Randal: Yeah. That’s another thing that has been instilled in me since I was young which is the importance of giving back and just recognizing that whether we want to believe it or not nothing in life of any value is accomplished individually, on your own. We’ve all benefited from the sacrifices of others either folks that we know who sacrifice for us, people that we don’t know have sacrificed for you. I believe we all have an obligation to what some people call pay-it-forward or to give it back. However, you want to term it. I just think that’s our responsibility. I’ve sponsored business playing competitions for youth where we give them money, mentorship, and make connections. I sit in the boards of various non-profits or I donate my time to different charities. Even the work of my company BCT tries to strike the double bottom line of making money but also making a difference. I feel like I try to put as much emphasis on doing well as I do on doing good.

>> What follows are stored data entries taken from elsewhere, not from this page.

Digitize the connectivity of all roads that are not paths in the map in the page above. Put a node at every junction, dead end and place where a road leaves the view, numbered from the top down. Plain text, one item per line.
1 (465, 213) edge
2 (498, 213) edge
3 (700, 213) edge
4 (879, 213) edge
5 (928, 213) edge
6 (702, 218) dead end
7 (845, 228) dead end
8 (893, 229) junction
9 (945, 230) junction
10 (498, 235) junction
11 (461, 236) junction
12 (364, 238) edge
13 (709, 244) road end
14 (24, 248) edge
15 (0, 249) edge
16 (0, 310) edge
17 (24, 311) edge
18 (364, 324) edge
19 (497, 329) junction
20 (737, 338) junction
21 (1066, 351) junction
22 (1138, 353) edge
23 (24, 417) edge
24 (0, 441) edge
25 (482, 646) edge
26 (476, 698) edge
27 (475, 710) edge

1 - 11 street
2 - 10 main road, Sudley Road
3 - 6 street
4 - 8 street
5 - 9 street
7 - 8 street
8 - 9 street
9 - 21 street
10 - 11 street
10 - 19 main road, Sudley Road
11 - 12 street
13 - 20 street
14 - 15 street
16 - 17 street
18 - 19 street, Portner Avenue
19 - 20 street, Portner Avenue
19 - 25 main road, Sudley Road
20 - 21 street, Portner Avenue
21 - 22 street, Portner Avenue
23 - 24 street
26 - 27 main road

Dan: You also wrote a book ‘Campus CEO.’ I know you have a passion for helping entrepreneurs especially students.

Randal: You know you’re right. I was a campus CEO and didn’t have anyone to show me the ropes or to walk me through the ABCs and 123s of being a business owner. It may come as no surprise that’s my first book. I chose to write that book for young entrepreneurs. ‘Campus CEO: The Student Entrepreneur’s Guide to Launching A Multi-million Dollar Business and I wanted that book to be for other young people what I didn’t have, which was a one-stop shop that if you dreams to be a business owner, here’s how you can do it.

Here are the tips, here are the tools and here are some examples to motivate you, to believe that you can do it. If I dive back to the beginning of our conversation about Wayne Abbot and how he sold t-shirts and then inspired me. There is another lesson in that story which is – why didn’t I believe I could do it before I saw Wayne. The reason is I didn’t have that role model. I didn’t have that immediate example. I didn’t have that history within my family. When I want the book to do is to say “Hey, if you are in my shoes and you never thought that you can own a business.” Even though you’re selling lemonade, you’re selling candy, and you still don’t think you can own a business? I’m going to tell you can do it, that I did it, and that there are others who are doing it, and so you can draw inspiration from me and draw inspiration from them.

“Just do it.”

Dan: What would be the most important piece of advice you would give to college students who want to become entrepreneurs?

Randal: When I wrote ‘Campus CEO’ I interviewed dozens of student entrepreneurs. I asked them how they got started. I asked them what have been their challenges, what are the lessons they learned. The biggest take away from those interviews was there are so many of us that find ourselves on the fence of thinking that we might want to start a business, having an idea for a business, talking to friends about this venture that we might launch one day, and we find ourselves at this crossroad where you got to decide if you are going to go for it or not. My biggest lesson to those young entrepreneurs or for that matter any would be entrepreneurs is I say to you what Nike has been saying for years, “just do it”.

What differentiated the student entrepreneurs who made it from those who looked back and said “Oh wait, I had that idea 10 years ago and I should have moved on. Now it’s about them and now I’m paying them for the service that I could have provided.” The difference was they were just willing to do it. I’ll tell you my favorite story of a student entrepreneurship. Fred Smith, a student, wrote a paper in college about the concept of delivering mail overnight and the professor in that class – some people know the story – gave him a ‘C’ on the paper. He said to Fred Smith ‘You can’t deliver mail overnight, you’ve lost your mind. You get a C.” Fred Smith did what most entrepreneurs do. You can’t tell me what’s not possible. I’m going to show you what is possible and Fred Smith ended up founding FedEx. That professor knew then what you and I know now that I could have said “I will see you at the bank.”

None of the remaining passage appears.